Work instructions: Nothing in the data should change when you return it, but leave the pictures out.

Extracted records:
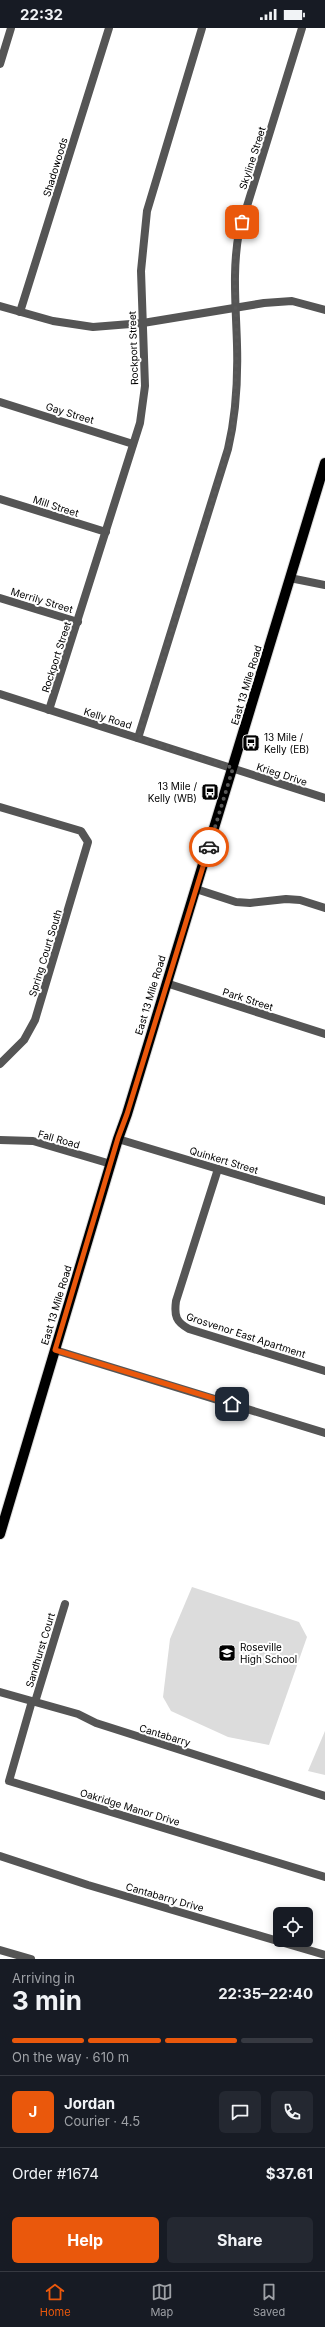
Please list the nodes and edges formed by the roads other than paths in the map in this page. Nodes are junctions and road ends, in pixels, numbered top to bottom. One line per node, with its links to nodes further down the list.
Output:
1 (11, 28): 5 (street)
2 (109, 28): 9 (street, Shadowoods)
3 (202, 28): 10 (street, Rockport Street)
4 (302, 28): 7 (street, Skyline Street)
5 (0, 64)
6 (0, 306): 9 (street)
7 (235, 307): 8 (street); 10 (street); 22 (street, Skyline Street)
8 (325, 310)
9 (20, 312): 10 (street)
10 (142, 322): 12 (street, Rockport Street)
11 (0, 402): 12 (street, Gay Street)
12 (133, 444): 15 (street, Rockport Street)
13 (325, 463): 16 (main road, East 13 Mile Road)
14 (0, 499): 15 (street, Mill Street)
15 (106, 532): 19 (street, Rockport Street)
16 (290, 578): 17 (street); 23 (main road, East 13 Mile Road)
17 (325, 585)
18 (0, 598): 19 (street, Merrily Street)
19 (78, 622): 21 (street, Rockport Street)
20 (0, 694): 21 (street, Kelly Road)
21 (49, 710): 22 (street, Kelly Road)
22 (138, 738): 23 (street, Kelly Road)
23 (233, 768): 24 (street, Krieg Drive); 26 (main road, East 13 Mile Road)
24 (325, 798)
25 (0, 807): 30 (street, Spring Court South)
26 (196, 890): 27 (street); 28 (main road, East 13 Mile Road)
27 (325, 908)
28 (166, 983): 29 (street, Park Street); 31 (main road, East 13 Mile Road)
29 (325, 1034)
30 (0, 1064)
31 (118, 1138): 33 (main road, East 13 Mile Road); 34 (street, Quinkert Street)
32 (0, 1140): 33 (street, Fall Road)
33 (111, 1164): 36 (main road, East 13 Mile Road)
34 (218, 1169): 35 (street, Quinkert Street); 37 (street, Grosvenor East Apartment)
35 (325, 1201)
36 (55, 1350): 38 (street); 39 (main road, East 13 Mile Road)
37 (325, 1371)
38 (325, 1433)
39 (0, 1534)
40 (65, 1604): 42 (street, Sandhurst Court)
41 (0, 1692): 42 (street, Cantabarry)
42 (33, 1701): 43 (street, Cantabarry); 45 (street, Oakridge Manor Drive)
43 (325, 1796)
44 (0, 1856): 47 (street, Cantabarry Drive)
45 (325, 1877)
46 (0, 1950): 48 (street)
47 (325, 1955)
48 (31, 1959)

Solution to this task:
Please list the nodes and edges formed by the roads other than paths in the map in this page. Nodes are junctions and road ends, in pixels, numbered top to bottom. One line per node, with its links to nodes further down the list.
Output:
1 (11, 28): 5 (street)
2 (109, 28): 9 (street, Shadowoods)
3 (202, 28): 10 (street, Rockport Street)
4 (302, 28): 7 (street, Skyline Street)
5 (0, 64)
6 (0, 306): 9 (street)
7 (235, 307): 8 (street); 10 (street); 22 (street, Skyline Street)
8 (325, 310)
9 (20, 312): 10 (street)
10 (142, 322): 12 (street, Rockport Street)
11 (0, 402): 12 (street, Gay Street)
12 (133, 444): 15 (street, Rockport Street)
13 (325, 463): 16 (main road, East 13 Mile Road)
14 (0, 499): 15 (street, Mill Street)
15 (106, 532): 19 (street, Rockport Street)
16 (290, 578): 17 (street); 23 (main road, East 13 Mile Road)
17 (325, 585)
18 (0, 598): 19 (street, Merrily Street)
19 (78, 622): 21 (street, Rockport Street)
20 (0, 694): 21 (street, Kelly Road)
21 (49, 710): 22 (street, Kelly Road)
22 (138, 738): 23 (street, Kelly Road)
23 (233, 768): 24 (street, Krieg Drive); 26 (main road, East 13 Mile Road)
24 (325, 798)
25 (0, 807): 30 (street, Spring Court South)
26 (196, 890): 27 (street); 28 (main road, East 13 Mile Road)
27 (325, 908)
28 (166, 983): 29 (street, Park Street); 31 (main road, East 13 Mile Road)
29 (325, 1034)
30 (0, 1064)
31 (118, 1138): 33 (main road, East 13 Mile Road); 34 (street, Quinkert Street)
32 (0, 1140): 33 (street, Fall Road)
33 (111, 1164): 36 (main road, East 13 Mile Road)
34 (218, 1169): 35 (street, Quinkert Street); 37 (street, Grosvenor East Apartment)
35 (325, 1201)
36 (55, 1350): 38 (street); 39 (main road, East 13 Mile Road)
37 (325, 1371)
38 (325, 1433)
39 (0, 1534)
40 (65, 1604): 42 (street, Sandhurst Court)
41 (0, 1692): 42 (street, Cantabarry)
42 (33, 1701): 43 (street, Cantabarry); 45 (street, Oakridge Manor Drive)
43 (325, 1796)
44 (0, 1856): 47 (street, Cantabarry Drive)
45 (325, 1877)
46 (0, 1950): 48 (street)
47 (325, 1955)
48 (31, 1959)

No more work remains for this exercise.